# [ACTIVITY]
Use the entries below and reproduce exactly the lines from the one containing "static void ink(unsigned" down to the one containing "static void paste(const", both of them included.

# [PROVIDED DATA]
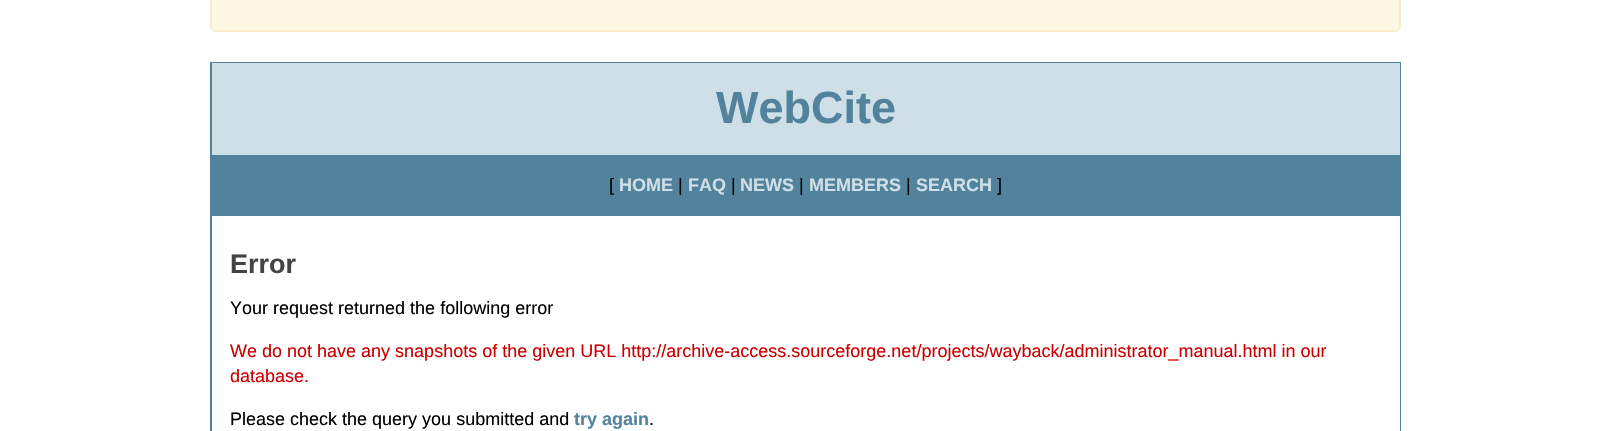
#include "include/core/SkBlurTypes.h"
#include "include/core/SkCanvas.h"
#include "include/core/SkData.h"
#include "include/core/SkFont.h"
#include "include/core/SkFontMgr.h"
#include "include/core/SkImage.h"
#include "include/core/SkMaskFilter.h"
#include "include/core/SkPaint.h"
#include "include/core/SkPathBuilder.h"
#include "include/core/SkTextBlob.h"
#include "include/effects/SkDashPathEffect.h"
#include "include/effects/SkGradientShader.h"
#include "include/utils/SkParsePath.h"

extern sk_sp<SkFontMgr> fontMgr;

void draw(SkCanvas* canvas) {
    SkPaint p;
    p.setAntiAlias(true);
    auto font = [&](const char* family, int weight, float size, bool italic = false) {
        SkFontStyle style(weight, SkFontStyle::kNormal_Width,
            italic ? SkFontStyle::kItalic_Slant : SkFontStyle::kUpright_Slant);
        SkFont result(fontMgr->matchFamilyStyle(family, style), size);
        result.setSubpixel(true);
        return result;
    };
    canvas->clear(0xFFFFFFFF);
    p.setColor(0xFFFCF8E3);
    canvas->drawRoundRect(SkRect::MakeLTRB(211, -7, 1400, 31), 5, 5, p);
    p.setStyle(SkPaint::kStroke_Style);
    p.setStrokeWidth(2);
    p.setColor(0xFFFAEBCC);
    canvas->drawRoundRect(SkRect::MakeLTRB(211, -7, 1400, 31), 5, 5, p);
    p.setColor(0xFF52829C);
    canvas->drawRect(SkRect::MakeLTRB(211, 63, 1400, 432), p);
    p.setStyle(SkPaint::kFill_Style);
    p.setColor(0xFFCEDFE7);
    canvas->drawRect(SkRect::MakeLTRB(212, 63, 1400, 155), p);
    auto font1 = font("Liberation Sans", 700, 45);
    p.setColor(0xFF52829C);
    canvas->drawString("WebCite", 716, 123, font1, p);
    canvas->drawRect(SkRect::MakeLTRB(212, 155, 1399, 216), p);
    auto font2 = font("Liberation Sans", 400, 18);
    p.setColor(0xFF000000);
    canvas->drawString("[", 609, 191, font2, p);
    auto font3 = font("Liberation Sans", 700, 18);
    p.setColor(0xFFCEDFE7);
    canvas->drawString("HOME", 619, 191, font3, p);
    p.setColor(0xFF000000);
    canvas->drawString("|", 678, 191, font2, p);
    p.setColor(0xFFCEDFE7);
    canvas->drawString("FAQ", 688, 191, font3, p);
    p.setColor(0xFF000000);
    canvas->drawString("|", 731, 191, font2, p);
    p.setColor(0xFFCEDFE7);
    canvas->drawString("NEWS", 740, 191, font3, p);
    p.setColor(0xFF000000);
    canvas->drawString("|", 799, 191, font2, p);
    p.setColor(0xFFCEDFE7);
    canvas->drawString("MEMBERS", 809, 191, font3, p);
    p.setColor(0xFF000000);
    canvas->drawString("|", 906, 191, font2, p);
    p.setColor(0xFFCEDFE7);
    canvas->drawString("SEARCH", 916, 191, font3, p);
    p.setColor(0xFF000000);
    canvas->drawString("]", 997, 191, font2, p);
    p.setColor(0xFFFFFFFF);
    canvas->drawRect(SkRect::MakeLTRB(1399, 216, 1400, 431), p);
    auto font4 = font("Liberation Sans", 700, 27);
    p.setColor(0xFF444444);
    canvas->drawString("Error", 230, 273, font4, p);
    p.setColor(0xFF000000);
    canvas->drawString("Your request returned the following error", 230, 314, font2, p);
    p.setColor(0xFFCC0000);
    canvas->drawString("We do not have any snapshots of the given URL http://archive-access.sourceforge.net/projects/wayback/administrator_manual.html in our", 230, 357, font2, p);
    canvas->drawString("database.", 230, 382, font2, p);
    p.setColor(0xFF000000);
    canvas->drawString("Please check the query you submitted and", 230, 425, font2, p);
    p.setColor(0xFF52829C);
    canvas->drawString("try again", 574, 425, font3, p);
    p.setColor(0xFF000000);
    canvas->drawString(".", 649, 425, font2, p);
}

...

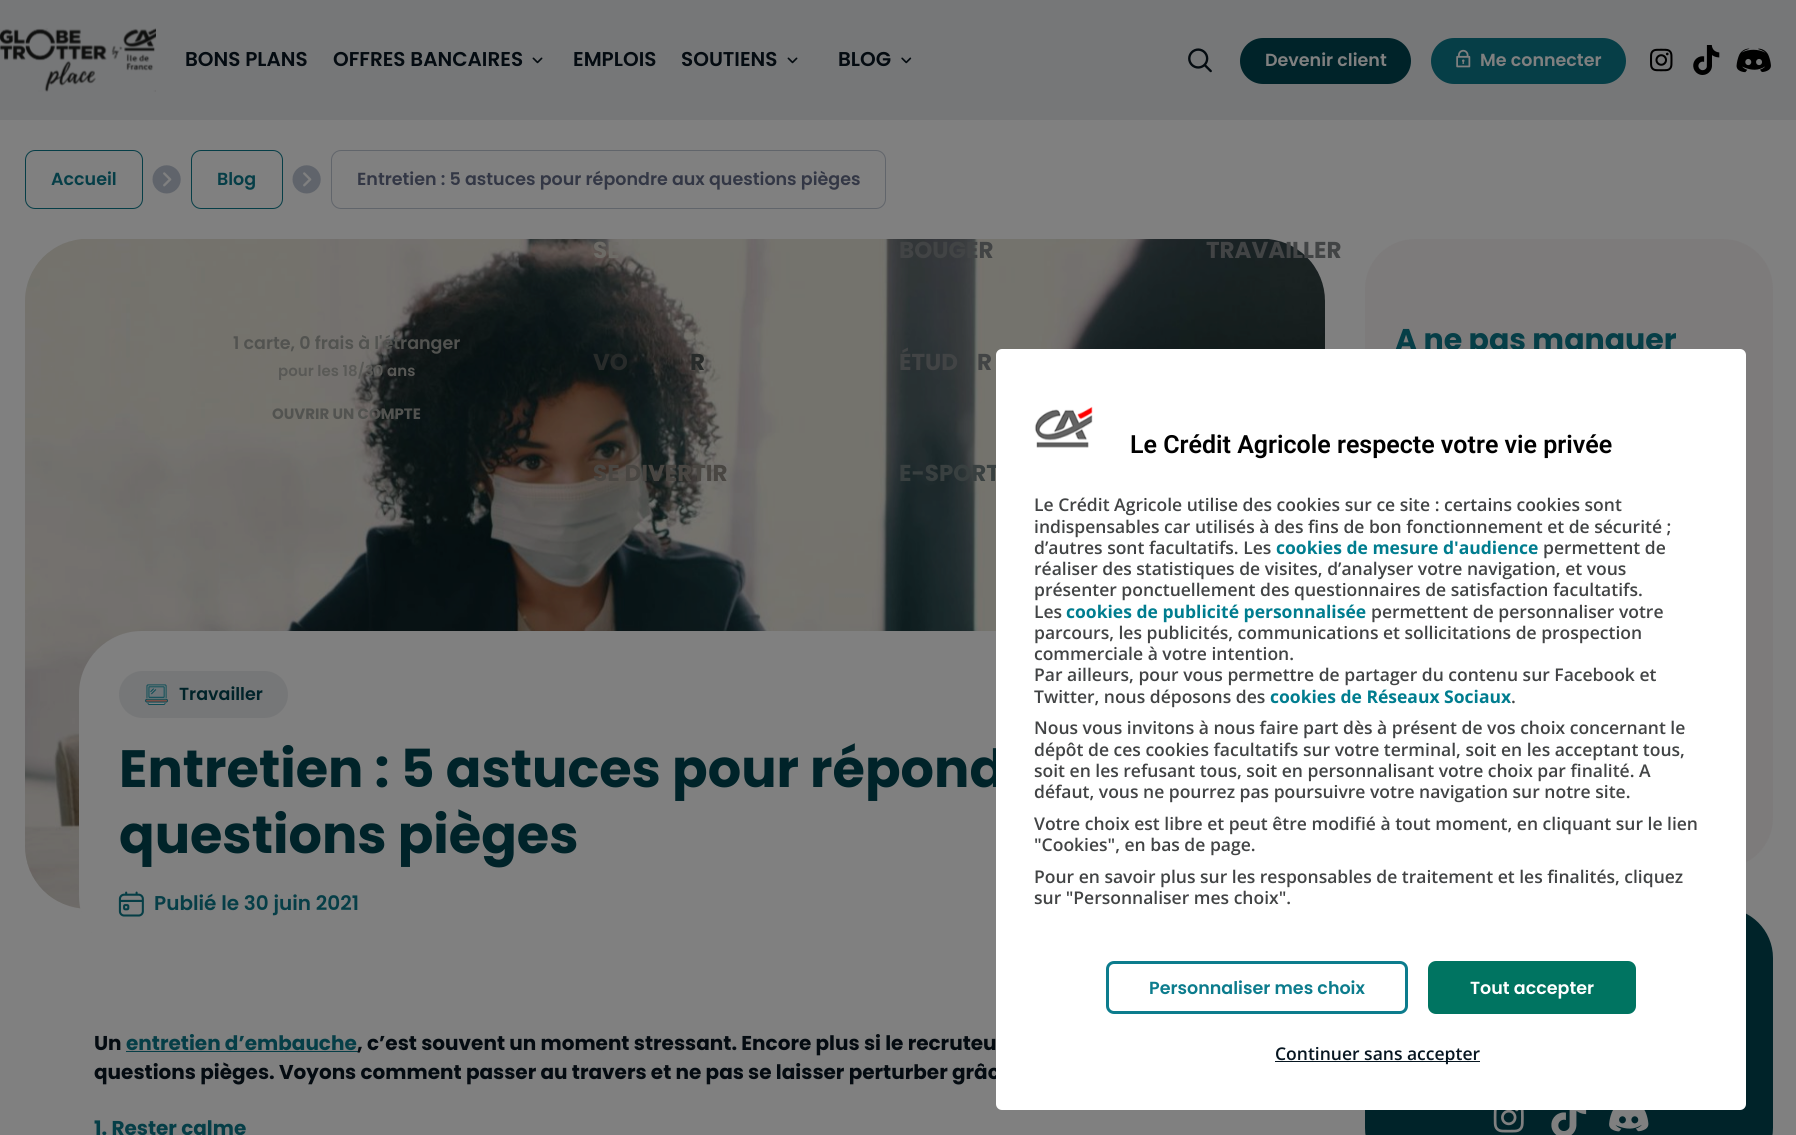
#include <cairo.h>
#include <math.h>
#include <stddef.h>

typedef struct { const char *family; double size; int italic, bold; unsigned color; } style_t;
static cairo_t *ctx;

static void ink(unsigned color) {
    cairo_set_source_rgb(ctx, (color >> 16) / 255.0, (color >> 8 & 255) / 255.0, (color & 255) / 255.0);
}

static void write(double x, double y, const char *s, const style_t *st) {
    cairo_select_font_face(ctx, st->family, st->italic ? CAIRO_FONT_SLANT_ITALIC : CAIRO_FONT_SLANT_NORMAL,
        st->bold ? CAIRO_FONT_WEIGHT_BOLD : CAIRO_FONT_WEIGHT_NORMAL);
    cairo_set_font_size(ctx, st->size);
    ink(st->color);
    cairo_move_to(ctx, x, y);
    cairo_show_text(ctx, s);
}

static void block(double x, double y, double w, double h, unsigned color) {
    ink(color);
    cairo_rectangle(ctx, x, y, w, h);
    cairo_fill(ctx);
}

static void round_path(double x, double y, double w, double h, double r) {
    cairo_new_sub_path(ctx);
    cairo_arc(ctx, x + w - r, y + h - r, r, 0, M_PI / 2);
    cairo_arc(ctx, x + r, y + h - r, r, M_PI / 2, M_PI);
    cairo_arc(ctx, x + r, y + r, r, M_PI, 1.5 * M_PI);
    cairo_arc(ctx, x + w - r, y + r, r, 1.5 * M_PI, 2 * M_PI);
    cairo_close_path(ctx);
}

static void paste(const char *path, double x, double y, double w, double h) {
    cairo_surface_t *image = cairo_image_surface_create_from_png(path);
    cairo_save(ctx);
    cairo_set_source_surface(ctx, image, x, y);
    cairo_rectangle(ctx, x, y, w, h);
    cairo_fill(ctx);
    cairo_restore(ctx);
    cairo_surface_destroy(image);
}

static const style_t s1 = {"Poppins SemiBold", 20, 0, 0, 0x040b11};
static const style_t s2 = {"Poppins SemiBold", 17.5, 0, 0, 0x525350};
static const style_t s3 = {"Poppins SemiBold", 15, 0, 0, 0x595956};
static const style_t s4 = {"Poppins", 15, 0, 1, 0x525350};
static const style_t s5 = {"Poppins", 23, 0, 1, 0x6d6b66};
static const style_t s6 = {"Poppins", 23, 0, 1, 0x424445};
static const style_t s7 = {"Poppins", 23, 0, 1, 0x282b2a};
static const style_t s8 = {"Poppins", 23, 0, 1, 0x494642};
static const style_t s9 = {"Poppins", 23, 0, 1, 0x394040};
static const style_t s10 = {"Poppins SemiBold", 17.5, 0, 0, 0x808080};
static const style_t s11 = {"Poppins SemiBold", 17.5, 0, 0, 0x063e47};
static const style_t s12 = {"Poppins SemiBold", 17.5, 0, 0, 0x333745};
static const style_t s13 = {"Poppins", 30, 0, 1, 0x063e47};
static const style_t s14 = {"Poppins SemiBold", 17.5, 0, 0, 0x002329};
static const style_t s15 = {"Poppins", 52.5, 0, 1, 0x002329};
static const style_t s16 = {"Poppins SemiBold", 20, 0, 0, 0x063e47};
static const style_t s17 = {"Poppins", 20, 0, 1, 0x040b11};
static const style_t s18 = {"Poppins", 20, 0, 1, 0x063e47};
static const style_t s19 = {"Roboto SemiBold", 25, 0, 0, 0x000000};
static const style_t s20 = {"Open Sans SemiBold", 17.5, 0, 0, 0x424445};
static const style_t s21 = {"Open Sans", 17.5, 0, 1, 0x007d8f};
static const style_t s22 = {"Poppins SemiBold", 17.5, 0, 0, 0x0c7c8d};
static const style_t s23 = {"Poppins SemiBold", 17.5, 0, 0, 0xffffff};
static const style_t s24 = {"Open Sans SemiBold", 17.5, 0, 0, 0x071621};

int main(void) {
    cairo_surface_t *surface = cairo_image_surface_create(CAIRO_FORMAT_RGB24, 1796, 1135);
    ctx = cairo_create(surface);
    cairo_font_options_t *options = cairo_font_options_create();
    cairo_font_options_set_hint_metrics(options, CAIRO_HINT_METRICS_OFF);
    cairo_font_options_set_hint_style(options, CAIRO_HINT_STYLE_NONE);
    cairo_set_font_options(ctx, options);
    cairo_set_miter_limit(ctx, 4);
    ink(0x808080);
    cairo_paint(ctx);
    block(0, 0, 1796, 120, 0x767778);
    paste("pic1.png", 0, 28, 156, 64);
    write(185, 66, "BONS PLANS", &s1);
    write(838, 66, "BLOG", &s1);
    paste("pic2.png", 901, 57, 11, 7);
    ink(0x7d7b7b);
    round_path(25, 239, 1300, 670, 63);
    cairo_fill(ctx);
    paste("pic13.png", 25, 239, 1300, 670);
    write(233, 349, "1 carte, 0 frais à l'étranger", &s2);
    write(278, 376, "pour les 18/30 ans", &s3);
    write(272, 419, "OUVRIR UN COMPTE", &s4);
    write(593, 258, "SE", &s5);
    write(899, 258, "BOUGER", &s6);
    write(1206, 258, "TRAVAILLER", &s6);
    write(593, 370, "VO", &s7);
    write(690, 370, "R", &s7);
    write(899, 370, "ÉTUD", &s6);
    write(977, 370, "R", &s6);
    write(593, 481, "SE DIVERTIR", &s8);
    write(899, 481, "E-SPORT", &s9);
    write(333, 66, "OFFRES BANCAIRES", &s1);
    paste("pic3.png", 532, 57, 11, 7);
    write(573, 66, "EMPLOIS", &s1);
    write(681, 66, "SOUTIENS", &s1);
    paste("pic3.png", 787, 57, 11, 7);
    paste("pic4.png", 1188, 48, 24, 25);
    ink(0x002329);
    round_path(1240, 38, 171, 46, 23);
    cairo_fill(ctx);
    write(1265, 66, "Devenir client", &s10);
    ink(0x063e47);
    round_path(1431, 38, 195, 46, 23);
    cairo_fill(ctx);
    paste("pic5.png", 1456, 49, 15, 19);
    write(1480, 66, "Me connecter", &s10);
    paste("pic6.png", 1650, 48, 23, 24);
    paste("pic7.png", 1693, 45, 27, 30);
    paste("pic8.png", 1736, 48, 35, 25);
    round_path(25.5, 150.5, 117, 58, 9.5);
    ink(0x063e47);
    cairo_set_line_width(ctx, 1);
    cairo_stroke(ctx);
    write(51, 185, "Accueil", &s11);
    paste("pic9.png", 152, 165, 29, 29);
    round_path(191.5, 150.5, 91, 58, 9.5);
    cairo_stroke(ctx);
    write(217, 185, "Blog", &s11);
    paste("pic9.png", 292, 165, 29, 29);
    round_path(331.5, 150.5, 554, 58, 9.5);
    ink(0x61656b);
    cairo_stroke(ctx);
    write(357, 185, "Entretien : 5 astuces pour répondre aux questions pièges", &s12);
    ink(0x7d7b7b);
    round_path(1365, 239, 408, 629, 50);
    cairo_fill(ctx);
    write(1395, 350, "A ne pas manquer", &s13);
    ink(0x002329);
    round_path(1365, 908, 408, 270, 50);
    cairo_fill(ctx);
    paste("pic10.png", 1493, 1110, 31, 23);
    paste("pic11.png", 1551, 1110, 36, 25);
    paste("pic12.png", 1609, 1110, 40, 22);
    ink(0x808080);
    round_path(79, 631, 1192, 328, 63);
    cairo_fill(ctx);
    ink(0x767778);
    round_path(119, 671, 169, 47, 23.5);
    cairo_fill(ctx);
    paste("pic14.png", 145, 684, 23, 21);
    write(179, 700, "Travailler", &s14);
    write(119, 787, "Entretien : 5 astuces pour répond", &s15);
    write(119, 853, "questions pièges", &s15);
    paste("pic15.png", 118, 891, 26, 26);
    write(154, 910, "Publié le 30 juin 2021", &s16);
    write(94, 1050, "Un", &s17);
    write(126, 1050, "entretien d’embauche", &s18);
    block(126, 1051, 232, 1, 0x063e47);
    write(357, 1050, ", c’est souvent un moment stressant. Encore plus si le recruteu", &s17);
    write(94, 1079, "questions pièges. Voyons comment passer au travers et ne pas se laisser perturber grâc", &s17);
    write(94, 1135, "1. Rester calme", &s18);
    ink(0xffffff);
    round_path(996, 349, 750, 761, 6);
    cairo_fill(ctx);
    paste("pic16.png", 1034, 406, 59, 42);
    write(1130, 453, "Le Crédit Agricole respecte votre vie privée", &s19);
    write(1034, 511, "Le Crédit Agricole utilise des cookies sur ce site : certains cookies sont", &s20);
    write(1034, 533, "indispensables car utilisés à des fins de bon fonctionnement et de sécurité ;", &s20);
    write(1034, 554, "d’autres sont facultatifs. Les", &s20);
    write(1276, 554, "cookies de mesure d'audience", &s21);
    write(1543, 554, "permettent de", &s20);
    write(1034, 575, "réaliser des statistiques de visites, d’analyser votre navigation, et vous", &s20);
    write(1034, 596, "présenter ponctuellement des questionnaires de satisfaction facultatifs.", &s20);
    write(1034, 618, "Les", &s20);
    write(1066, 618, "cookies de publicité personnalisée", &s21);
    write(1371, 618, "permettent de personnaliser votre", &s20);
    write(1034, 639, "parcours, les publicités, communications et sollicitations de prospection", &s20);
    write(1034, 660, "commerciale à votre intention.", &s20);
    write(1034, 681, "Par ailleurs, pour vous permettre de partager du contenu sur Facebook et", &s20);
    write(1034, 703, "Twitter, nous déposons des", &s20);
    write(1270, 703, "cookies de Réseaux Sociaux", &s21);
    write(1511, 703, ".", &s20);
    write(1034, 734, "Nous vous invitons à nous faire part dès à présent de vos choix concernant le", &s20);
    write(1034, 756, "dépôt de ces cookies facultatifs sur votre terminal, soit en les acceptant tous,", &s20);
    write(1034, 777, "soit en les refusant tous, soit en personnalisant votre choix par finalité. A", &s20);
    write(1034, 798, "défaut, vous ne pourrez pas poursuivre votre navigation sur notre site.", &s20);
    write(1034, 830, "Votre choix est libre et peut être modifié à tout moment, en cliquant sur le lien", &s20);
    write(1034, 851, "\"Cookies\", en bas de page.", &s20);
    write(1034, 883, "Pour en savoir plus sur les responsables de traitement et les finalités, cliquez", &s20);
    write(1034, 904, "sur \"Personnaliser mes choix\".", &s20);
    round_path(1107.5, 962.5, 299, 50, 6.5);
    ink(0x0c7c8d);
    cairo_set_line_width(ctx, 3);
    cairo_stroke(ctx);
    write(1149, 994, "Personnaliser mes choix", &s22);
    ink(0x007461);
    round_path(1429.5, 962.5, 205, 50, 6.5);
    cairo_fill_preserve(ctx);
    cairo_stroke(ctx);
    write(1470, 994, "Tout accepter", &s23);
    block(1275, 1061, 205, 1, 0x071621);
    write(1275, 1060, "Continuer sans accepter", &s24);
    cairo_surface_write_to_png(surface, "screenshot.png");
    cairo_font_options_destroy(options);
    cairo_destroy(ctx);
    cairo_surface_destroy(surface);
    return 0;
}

# [TASK RESPONSE]
static void ink(unsigned color) {
    cairo_set_source_rgb(ctx, (color >> 16) / 255.0, (color >> 8 & 255) / 255.0, (color & 255) / 255.0);
}

static void write(double x, double y, const char *s, const style_t *st) {
    cairo_select_font_face(ctx, st->family, st->italic ? CAIRO_FONT_SLANT_ITALIC : CAIRO_FONT_SLANT_NORMAL,
        st->bold ? CAIRO_FONT_WEIGHT_BOLD : CAIRO_FONT_WEIGHT_NORMAL);
    cairo_set_font_size(ctx, st->size);
    ink(st->color);
    cairo_move_to(ctx, x, y);
    cairo_show_text(ctx, s);
}

static void block(double x, double y, double w, double h, unsigned color) {
    ink(color);
    cairo_rectangle(ctx, x, y, w, h);
    cairo_fill(ctx);
}

static void round_path(double x, double y, double w, double h, double r) {
    cairo_new_sub_path(ctx);
    cairo_arc(ctx, x + w - r, y + h - r, r, 0, M_PI / 2);
    cairo_arc(ctx, x + r, y + h - r, r, M_PI / 2, M_PI);
    cairo_arc(ctx, x + r, y + r, r, M_PI, 1.5 * M_PI);
    cairo_arc(ctx, x + w - r, y + r, r, 1.5 * M_PI, 2 * M_PI);
    cairo_close_path(ctx);
}

static void paste(const char *path, double x, double y, double w, double h) {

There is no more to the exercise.